Korox picked up his sword and hefted it toward Lord Purdun in a salute.
"You are right, my friend-my brother. I have a duty to uphold, and I owe you a debt of gratitude."
Purdun bowed his head. "I am your humble servant."
"Then you will fight by my side, one more time?"
The Baron of Ahlarkhem smiled. "One more time would be an honor. Let us hope it is not the last."
With that, the two men charged back into the fray, pushing their way past the Magistrates, Watchers, mages, and elite guards to cut into those who would threaten their home, their kingdom, and the nation they fought so hard to free from the rule of Tethyr.
The Matron had been successful in turning her assassins back to the task of killing King Korox, but it had been a poor tactical decision. Xeries's army of beasts did not take the time to distinguish between those fighting the king and those fighting with the king. The obsidian beasts mauled and ripped and macerated everything in their path.
The Matron's desire to take the throne had trapped her minions between two foes, and now they paid the price. The assassins had been compelled to turn their attention away from the invaders to attack the king and his troops. For their efforts, they were simply chewed to pieces from behind. The beasts came at them with their mouths agape, killing a man in one bite, a half-ore in two.

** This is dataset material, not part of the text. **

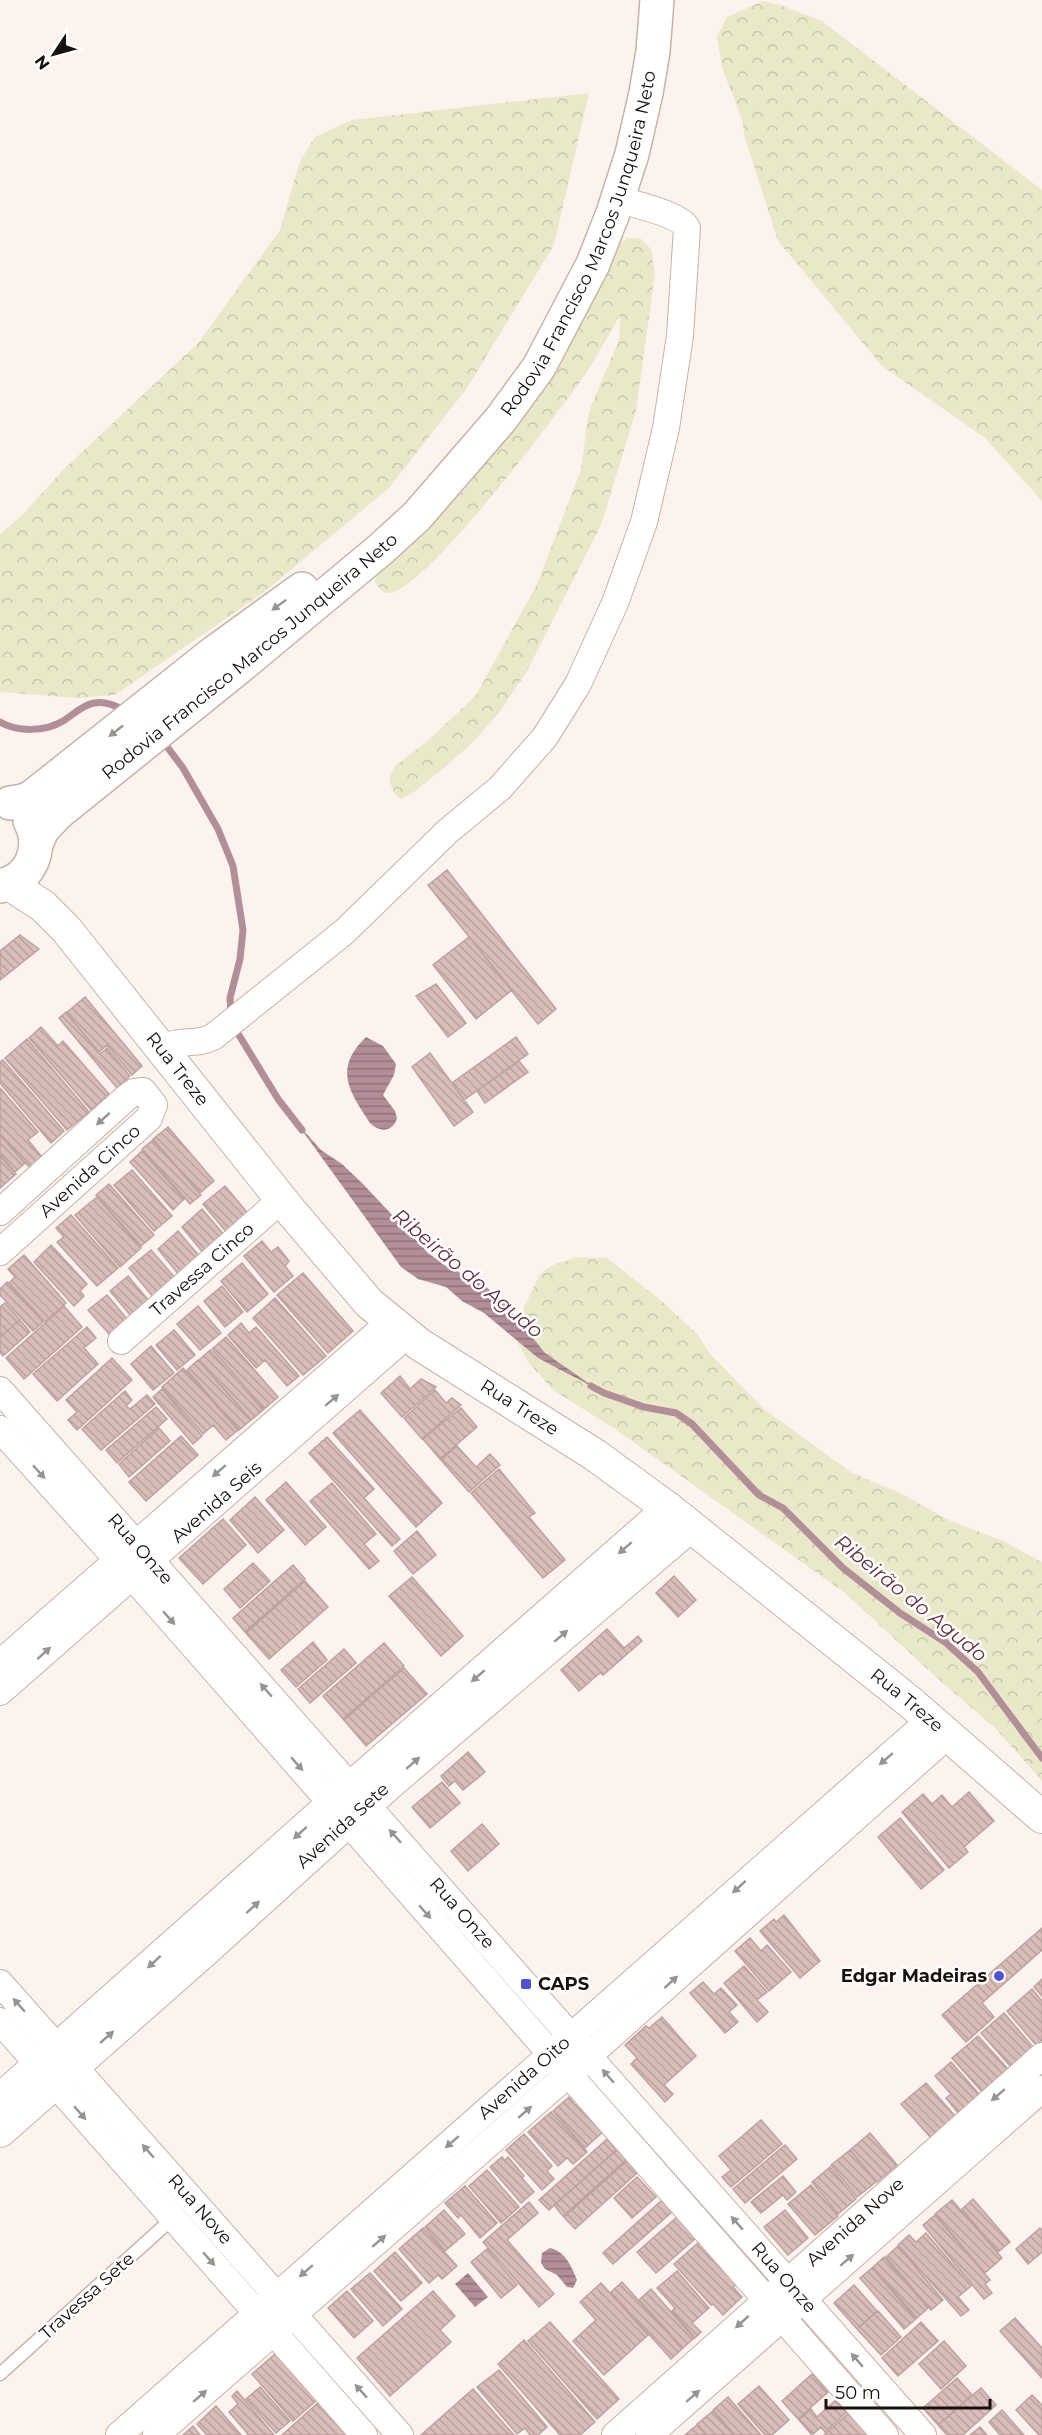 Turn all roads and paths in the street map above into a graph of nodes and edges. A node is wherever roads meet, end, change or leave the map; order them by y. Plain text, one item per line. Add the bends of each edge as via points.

Praying to the goddess Waukeen as fast as she could, the Matron tried to aid her followers. Where one took a wound, another was healed. Where one was outnumbered, he suddenly found himself with the strength of four men. But no matter how fast she countered the beasts of Xeries, she was still not fast enough.
Realizing her error, the Matron called her men back. "To me, my assassins!" she ordered. "We let the beasts fight the king and his troops, then we move in for the kill."
Casting one final spell, the Matron inscribed a magical circle on the ground-a protective ward that would make it more difficult for the black creatures to reach her and those near her.
"Give them a reason to eat the other soldiers first," she said, smiling at the cunning of her plan. "The path of least resistance leads directly to Korox and his men."
Her assassins fell back to her and the protective circle.
Some were cut down in the process, but it was no matter. The Matron only needed enough to mop up whoever managed to survive the onslaught.
A few more than twenty of her minions made it back to her side. The black beasts lunged at them, their open mouths drooling in anticipation, but they were held back, blocked by the magic powers of the goddess Waukeen.